Marguerite M., an 89-year-old widow, is admitted into the cardiac intensive care unit in Chicago’s Memorial Hospital at 3:00 a. m. on a Sunday morning with a massive heart attack (myocardial infarction). Her internist, Dr. K., who is also a close family friend, has ordered an angiogram to determine the status of Marguerite’s infarction (heart attack). Dr. K. knows that the angiogram and resulting treatment need to be done within the first six hours after an infarction in order to be effective. Therefore, the procedure is going to be done as soon as the on-call surgical team can set up the angiography room. The radiologist, who lives 30 minutes from the hospital, must also be in the hospital before the procedure can begin. At 4:30 a. m. the team is ready to have Marguerite, who is barely conscious, transferred from the intensive care unit (ICU) to the surgical suite.

Coincidentally, at 4:30 a. m. Sarah W., an unconscious 45-year-old woman, is brought in by ambulance with a massive heart attack. The emergency room (ER) physicians, after conferring with her physician by phone, conclude that she will need a balloon angiography (dilating an obstructed blood vessel by threading a balloon-tipped catheter into the vessel) to save her life. When they call the surgical department to have the on-call angiography team brought in, they are told that the room is already set up for Dr. K.’s patient. They do not have another team or surgical room for Sarah. A decision is made that because Sarah needs the balloon angiography in order to survive, they will use the angiography team for her.

Dr. K. is called at home and told that his patient, Marguerite, will not be able to have the angiogram. The hospital is going to use the angiography team for Sarah, because she is younger than Marguerite and has a greater chance for recovery. Unfortunately, it took longer than expected to stabilize Sarah before and after the procedure and the six-hour “window” when the procedure could be performed on Marguerite passed. Marguerite expired (died) the following morning.

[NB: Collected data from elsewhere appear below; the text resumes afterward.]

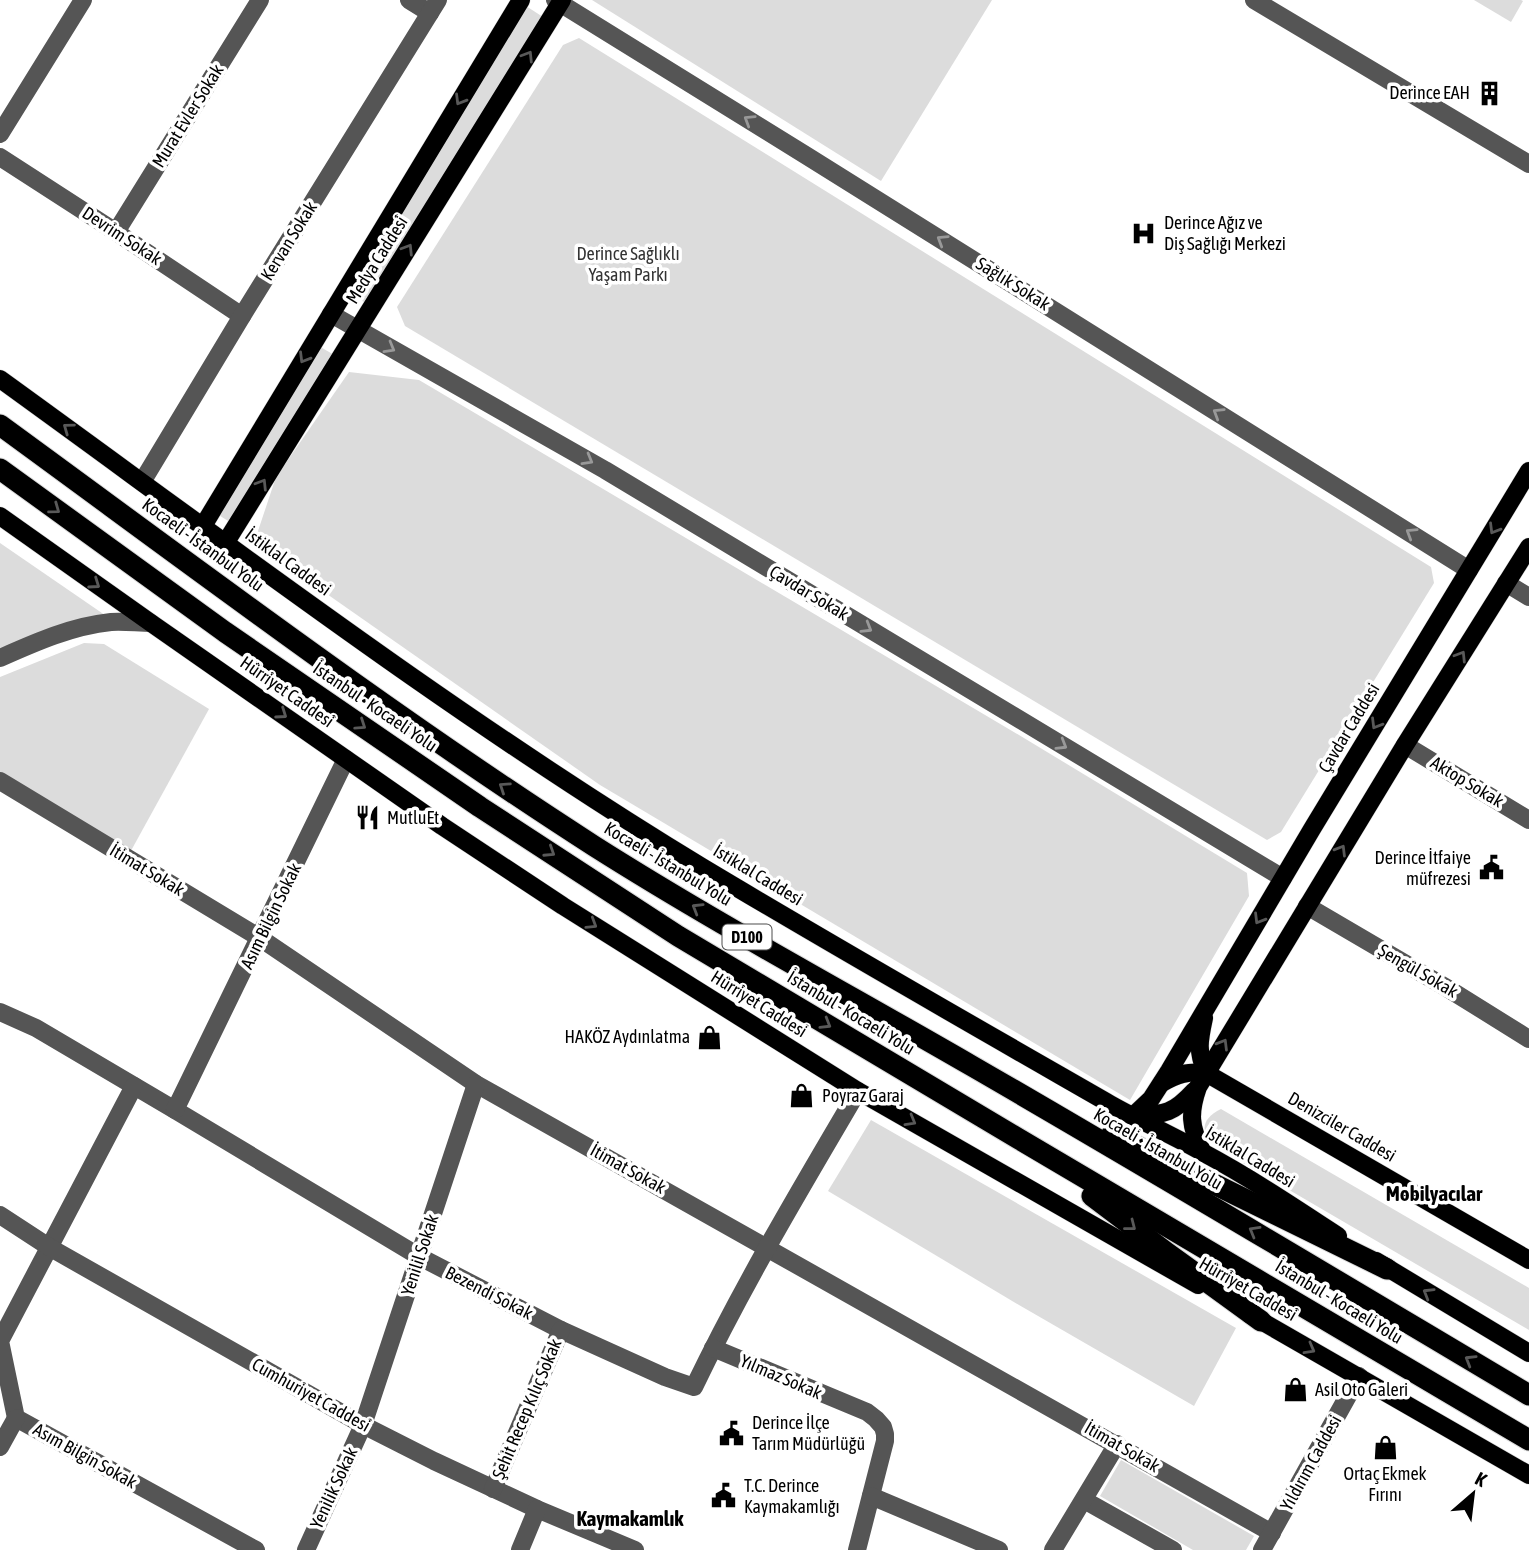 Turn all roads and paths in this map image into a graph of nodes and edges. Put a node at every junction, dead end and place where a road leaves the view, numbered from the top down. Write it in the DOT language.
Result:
graph roads {
  1 [pos="83,0"];
  2 [pos="260,0"];
  3 [pos="409,0"];
  4 [pos="521,0"];
  5 [pos="1254,0"];
  6 [pos="559,1"];
  7 [pos="434,6"];
  8 [pos="0,134"];
  9 [pos="0,157"];
  10 [pos="1529,164"];
  11 [pos="116,232"];
  12 [pos="331,314"];
  13 [pos="242,316"];
  14 [pos="358,329"];
  15 [pos="0,379"];
  16 [pos="0,425"];
  17 [pos="0,469"];
  18 [pos="1529,471"];
  19 [pos="142,482"];
  20 [pos="0,516"];
  21 [pos="203,526"];
  22 [pos="226,542"];
  23 [pos="1529,547"];
  24 [pos="1469,569"];
  25 [pos="1506,583"];
  26 [pos="1529,597"];
  27 [pos="150,624"];
  28 [pos="0,658"];
  29 [pos="1405,745"];
  30 [pos="346,759"];
  31 [pos="0,781"];
  32 [pos="1529,820"];
  33 [pos="1283,878"];
  34 [pos="1307,906"];
  35 [pos="260,938"];
  36 [pos="1206,1008"];
  37 [pos="0,1012"];
  38 [pos="1529,1039"];
  39 [pos="971,1066"];
  40 [pos="1202,1080"];
  41 [pos="476,1084"];
  42 [pos="1160,1085"];
  43 [pos="134,1086"];
  44 [pos="858,1091"];
  45 [pos="176,1110"];
  46 [pos="1133,1116"];
  47 [pos="1018,1139"];
  48 [pos="1202,1152"];
  49 [pos="0,1215"];
  50 [pos="49,1247"];
  51 [pos="767,1248"];
  52 [pos="420,1257"];
  53 [pos="1529,1260"];
  54 [pos="1387,1269"];
  55 [pos="1261,1321"];
  56 [pos="561,1330"];
  57 [pos="713,1348"];
  58 [pos="1529,1353"];
  59 [pos="1359,1376"];
  60 [pos="1529,1395"];
  61 [pos="16,1418"];
  62 [pos="363,1425"];
  63 [pos="1529,1440"];
  64 [pos="1117,1444"];
  65 [pos="0,1447"];
  66 [pos="1529,1475"];
  67 [pos="493,1489"];
  68 [pos="871,1496"];
  69 [pos="1084,1500"];
  70 [pos="537,1510"];
  71 [pos="1272,1533"];
  72 [pos="256,1550"];
  73 [pos="306,1550"];
  74 [pos="520,1550"];
  75 [pos="635,1550"];
  76 [pos="857,1550"];
  77 [pos="999,1550"];
  78 [pos="1053,1550"];
  79 [pos="1173,1550"];
  80 [pos="1262,1550"];
  1 -- 8 [label="street"];
  2 -- 11 [label="street, Murat Evler Sokak"];
  3 -- 7 [label="street"];
  4 -- 12 [label="main road, Medya Caddesi, one-way"];
  5 -- 10 [label="street"];
  14 -- 6 [label="main road, Medya Caddesi, one-way"];
  24 -- 6 [label="street, Sağlık Sokak, one-way"];
  7 -- 13 [label="street, Kervan Sokak"];
  9 -- 11 [label="street, Devrim Sokak"];
  11 -- 13 [label="street, Devrim Sokak"];
  12 -- 14 [label="street, Çavdar Sokak"];
  12 -- 21 [label="main road, Medya Caddesi, one-way"];
  13 -- 19 [label="street, Kervan Sokak"];
  22 -- 14 [label="main road, Medya Caddesi, one-way"];
  14 -- 33 [label="street, Çavdar Sokak, one-way"];
  19 -- 15 [label="main road, İstiklal Caddesi, one-way"];
  39 -- 16 [label="highway, Kocaeli - İstanbul Yolu / D100, one-way"];
  17 -- 47 [label="highway, İstanbul - Kocaeli Yolu / D100, one-way"];
  18 -- 24 [label="main road, Çavdar Caddesi, one-way"];
  19 -- 21 [label="main road, İstiklal Caddesi"];
  20 -- 27 [label="main road, Hürriyet Caddesi, one-way"];
  21 -- 22 [label="main road, İstiklal Caddesi"];
  22 -- 46 [label="main road, İstiklal Caddesi"];
  23 -- 25 [label="main road, Çavdar Caddesi"];
  24 -- 33 [label="main road, Çavdar Caddesi, one-way"];
  25 -- 26 [label="street"];
  29 -- 25 [label="main road, Çavdar Caddesi, one-way"];
  27 -- 28 [label="street"];
  27 -- 30 [label="main road, Hürriyet Caddesi, one-way"];
  29 -- 32 [label="street, Aktop Sokak"];
  34 -- 29 [label="main road, Çavdar Caddesi, one-way"];
  30 -- 35 [label="street, Asım Bilgin Sokak"];
  30 -- 44 [label="main road, Hürriyet Caddesi, one-way"];
  31 -- 35 [label="street, İtimat Sokak"];
  33 -- 36 [label="main road, Çavdar Caddesi, one-way"];
  34 -- 38 [label="street, Şengül Sokak"];
  40 -- 34 [label="main road, Çavdar Caddesi, one-way"];
  35 -- 41 [label="street, İtimat Sokak"];
  35 -- 45 [label="street, Asım Bilgin Sokak"];
  36 -- 40 [label="main road, Çavdar Caddesi"];
  36 -- 42 [label="main road, Çavdar Caddesi"];
  37 -- 43 [label="street, Bezendi Sokak"];
  39 -- 54 [label="highway"];
  60 -- 39 [label="highway, Kocaeli - İstanbul Yolu / D100, one-way"];
  40 -- 42 [label="main road, Çavdar Caddesi"];
  40 -- 46 [label="main road, Çavdar Caddesi"];
  40 -- 48 [label="main road, Çavdar Caddesi"];
  40 -- 53 [label="main road, Denizciler Caddesi"];
  41 -- 51 [label="street, İtimat Sokak"];
  41 -- 52 [label="street, Yenilil Sokak"];
  42 -- 46 [label="main road, Çavdar Caddesi"];
  43 -- 45 [label="street, Bezendi Sokak"];
  43 -- 50 [label="street, Asım Bilgin Sokak"];
  44 -- 51 [label="street, Bezendi Sokak"];
  44 -- 55 [label="main road, Hürriyet Caddesi, one-way"];
  45 -- 52 [label="street, Bezendi Sokak"];
  46 -- 48 [label="main road, İstiklal Caddesi"];
  47 -- 55 [label="highway, one-way"];
  47 -- 63 [label="highway, İstanbul - Kocaeli Yolu / D100"];
  48 -- 54 [label="main road, İstiklal Caddesi"];
  49 -- 50 [label="street, Cumhuriyet Caddesi"];
  50 -- 61 [label="street, Asım Bilgin Sokak"];
  50 -- 62 [label="street, Cumhuriyet Caddesi"];
  51 -- 57 [label="street, Bezendi Sokak"];
  51 -- 64 [label="street, İtimat Sokak"];
  52 -- 56 [label="street, Bezendi Sokak"];
  52 -- 62 [label="street, Yenilil Sokak"];
  58 -- 54 [label="main road, İstiklal Caddesi, one-way"];
  55 -- 59 [label="main road, Hürriyet Caddesi, one-way"];
  56 -- 57 [label="street, Bezendi Sokak"];
  56 -- 67 [label="street, Şehit Recep Kılıç Sokak"];
  57 -- 68 [label="street, Yılmaz Sokak"];
  59 -- 66 [label="main road, Hürriyet Caddesi"];
  59 -- 71 [label="street, Yıldırım Caddesi"];
  61 -- 65 [label="street"];
  61 -- 72 [label="street, Asım Bilgin Sokak"];
  62 -- 67 [label="street, Cumhuriyet Caddesi"];
  62 -- 73 [label="street, Yenilik Sokak"];
  64 -- 69 [label="street"];
  64 -- 71 [label="street, İtimat Sokak"];
  67 -- 70 [label="street, Cumhuriyet Caddesi"];
  68 -- 76 [label="street, Yılmaz Sokak"];
  68 -- 77 [label="street"];
  69 -- 78 [label="street"];
  69 -- 79 [label="street"];
  70 -- 74 [label="street"];
  70 -- 75 [label="street, Cumhuriyet Caddesi"];
  71 -- 80 [label="street, Yıldırım Caddesi"];
}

  1. Do you believe that this case presents a legal or an ethical problem, or both?
  2. What do you believe should be the criteria for a physician to use when having to choose a solution that will benefit one patient at the expense of another?
  3. How can Dr. K. justify this decision when speaking to the family of Marguerite M.?
  4. What options does a member of the angiography team or a caregiver for Marguerite have if he or she disagrees with this decision?